▸ **TO DO**
Return exactly the line that contains "Trace the roads" and all lines beneath it in the entries, through the very last one.

▸ **DATA SUPPLIED**
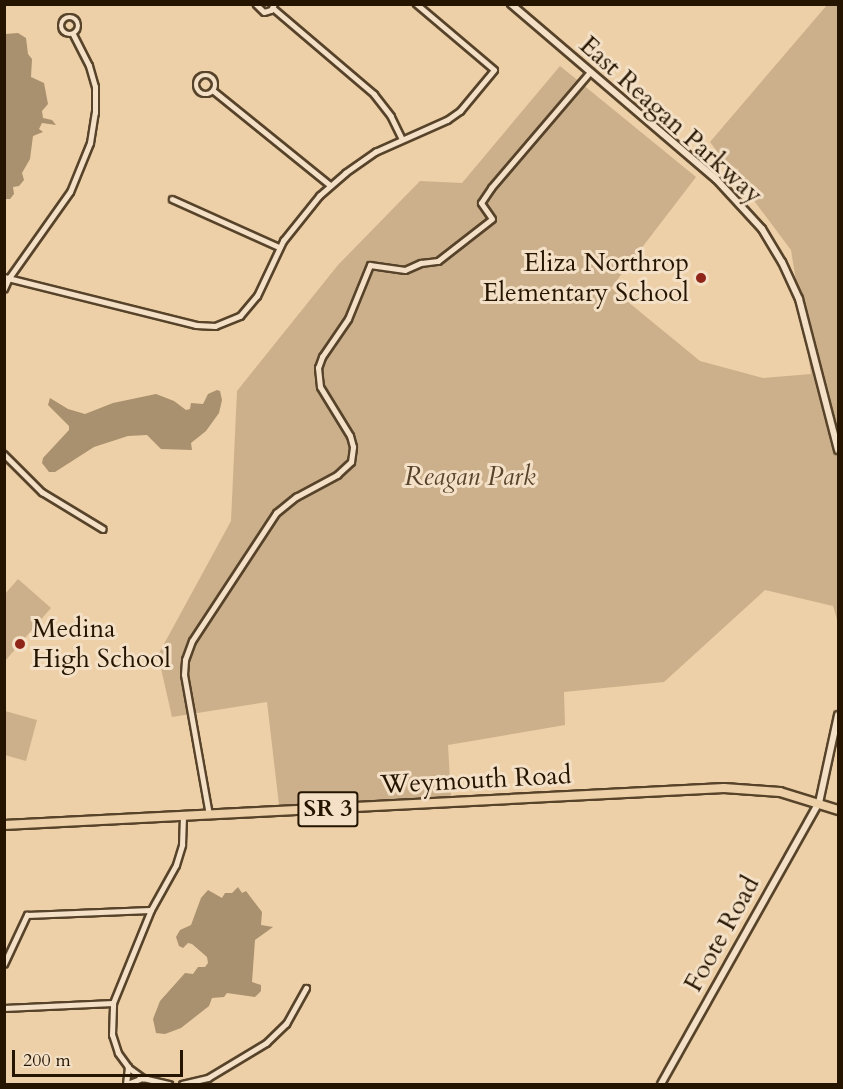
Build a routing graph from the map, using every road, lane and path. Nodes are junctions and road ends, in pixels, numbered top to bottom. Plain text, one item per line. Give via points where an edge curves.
1 (256, 4) edge
2 (416, 4) edge
3 (511, 4) edge
4 (274, 6) edge
5 (73, 35) junction
6 (590, 72) junction
7 (214, 91) junction
8 (402, 139) junction
9 (330, 185) junction
10 (172, 199) dead end
11 (279, 247) junction
12 (7, 278) edge
13 (4, 290) edge
14 (838, 450) edge
15 (4, 454) edge
16 (104, 529) dead end
17 (838, 714) edge
18 (819, 802) junction
19 (838, 810) edge
20 (209, 815) junction
21 (183, 816) junction
22 (4, 825) edge
23 (151, 910) junction
24 (4, 964) edge
25 (306, 988) dead end
26 (113, 1003) junction
27 (4, 1008) edge
28 (128, 1067) junction
29 (143, 1078) junction
30 (127, 1084) edge
31 (169, 1084) edge
32 (182, 1084) edge
33 (661, 1084) edge

1 - 4 street via 264,12
2 - 8 street via 494,70 457,113
3 - 6 street, East Reagan Parkway
4 - 8 street via 374,94
5 - 5 street via 79,26 75,18 68,17 60,27 63,33
5 - 12 street via 95,87 90,143 70,192
6 - 14 street, East Reagan Parkway via 725,187 773,246 805,319
6 - 20 street via 481,203 492,219 438,261 405,270 370,265 348,319 318,368 320,387 350,436 352,458 337,475 296,497 276,513 192,641 185,660 184,675
7 - 7 street via 212,77 204,75 198,80 197,89 202,94
7 - 9 street
8 - 9 street via 360,162
9 - 11 street via 306,209
10 - 11 street
11 - 12 street via 252,304 233,321 215,326 196,325
12 - 13 street
15 - 16 street via 42,492
17 - 18 street
18 - 19 main road, Weymouth Road / SR 3
18 - 20 main road, Weymouth Road / SR 3 via 770,791 724,788
18 - 33 street, Foote Road
20 - 21 main road, Weymouth Road / SR 3
21 - 22 main road, Weymouth Road / SR 3
21 - 23 street via 180,855
23 - 24 street via 27,915
23 - 26 street
25 - 32 street via 286,1024 266,1043 208,1078
26 - 27 street
26 - 28 street via 112,1035
28 - 29 street
28 - 30 street
29 - 30 street
29 - 31 street

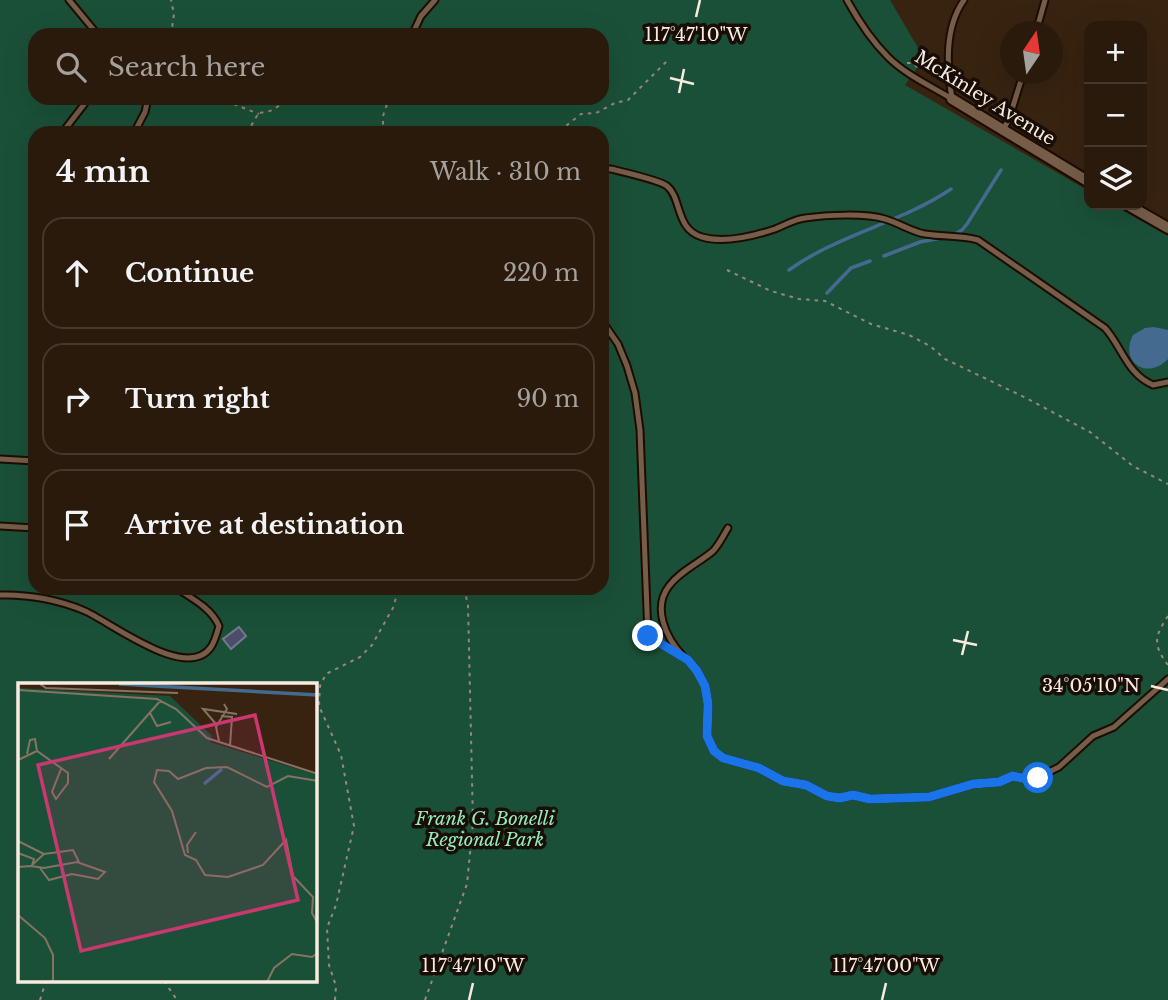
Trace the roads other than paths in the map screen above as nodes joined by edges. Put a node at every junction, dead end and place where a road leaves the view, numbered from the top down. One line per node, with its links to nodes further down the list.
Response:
1 (69, 0): 7 (lane)
2 (435, 0): 8 (lane)
3 (847, 0): 10 (lane, McKinley Avenue)
4 (1045, 0): 6 (lane)
5 (962, 1): 10 (lane)
6 (1039, 21)
7 (93, 28)
8 (415, 28)
9 (1020, 84): 15 (lane)
10 (952, 99): 15 (street, McKinley Avenue)
11 (84, 105): 13 (lane)
12 (146, 105): 14 (lane)
13 (67, 126)
14 (138, 126)
15 (1003, 130): 17 (street, McKinley Avenue)
16 (609, 169): 21 (lane)
17 (1084, 178)
18 (1137, 210): 19 (street)
19 (1168, 228)
20 (609, 331): 29 (lane)
21 (1168, 382)
22 (0, 459): 23 (lane)
23 (28, 461)
24 (0, 526): 25 (lane)
25 (28, 528)
26 (728, 528): 29 (lane)
27 (187, 595): 28 (lane)
28 (0, 596)
29 (688, 660): 30 (lane)
30 (1168, 679)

▸ **OUTPUT**
Trace the roads other than paths in the map screen above as nodes joined by edges. Put a node at every junction, dead end and place where a road leaves the view, numbered from the top down. One line per node, with its links to nodes further down the list.
Response:
1 (69, 0): 7 (lane)
2 (435, 0): 8 (lane)
3 (847, 0): 10 (lane, McKinley Avenue)
4 (1045, 0): 6 (lane)
5 (962, 1): 10 (lane)
6 (1039, 21)
7 (93, 28)
8 (415, 28)
9 (1020, 84): 15 (lane)
10 (952, 99): 15 (street, McKinley Avenue)
11 (84, 105): 13 (lane)
12 (146, 105): 14 (lane)
13 (67, 126)
14 (138, 126)
15 (1003, 130): 17 (street, McKinley Avenue)
16 (609, 169): 21 (lane)
17 (1084, 178)
18 (1137, 210): 19 (street)
19 (1168, 228)
20 (609, 331): 29 (lane)
21 (1168, 382)
22 (0, 459): 23 (lane)
23 (28, 461)
24 (0, 526): 25 (lane)
25 (28, 528)
26 (728, 528): 29 (lane)
27 (187, 595): 28 (lane)
28 (0, 596)
29 (688, 660): 30 (lane)
30 (1168, 679)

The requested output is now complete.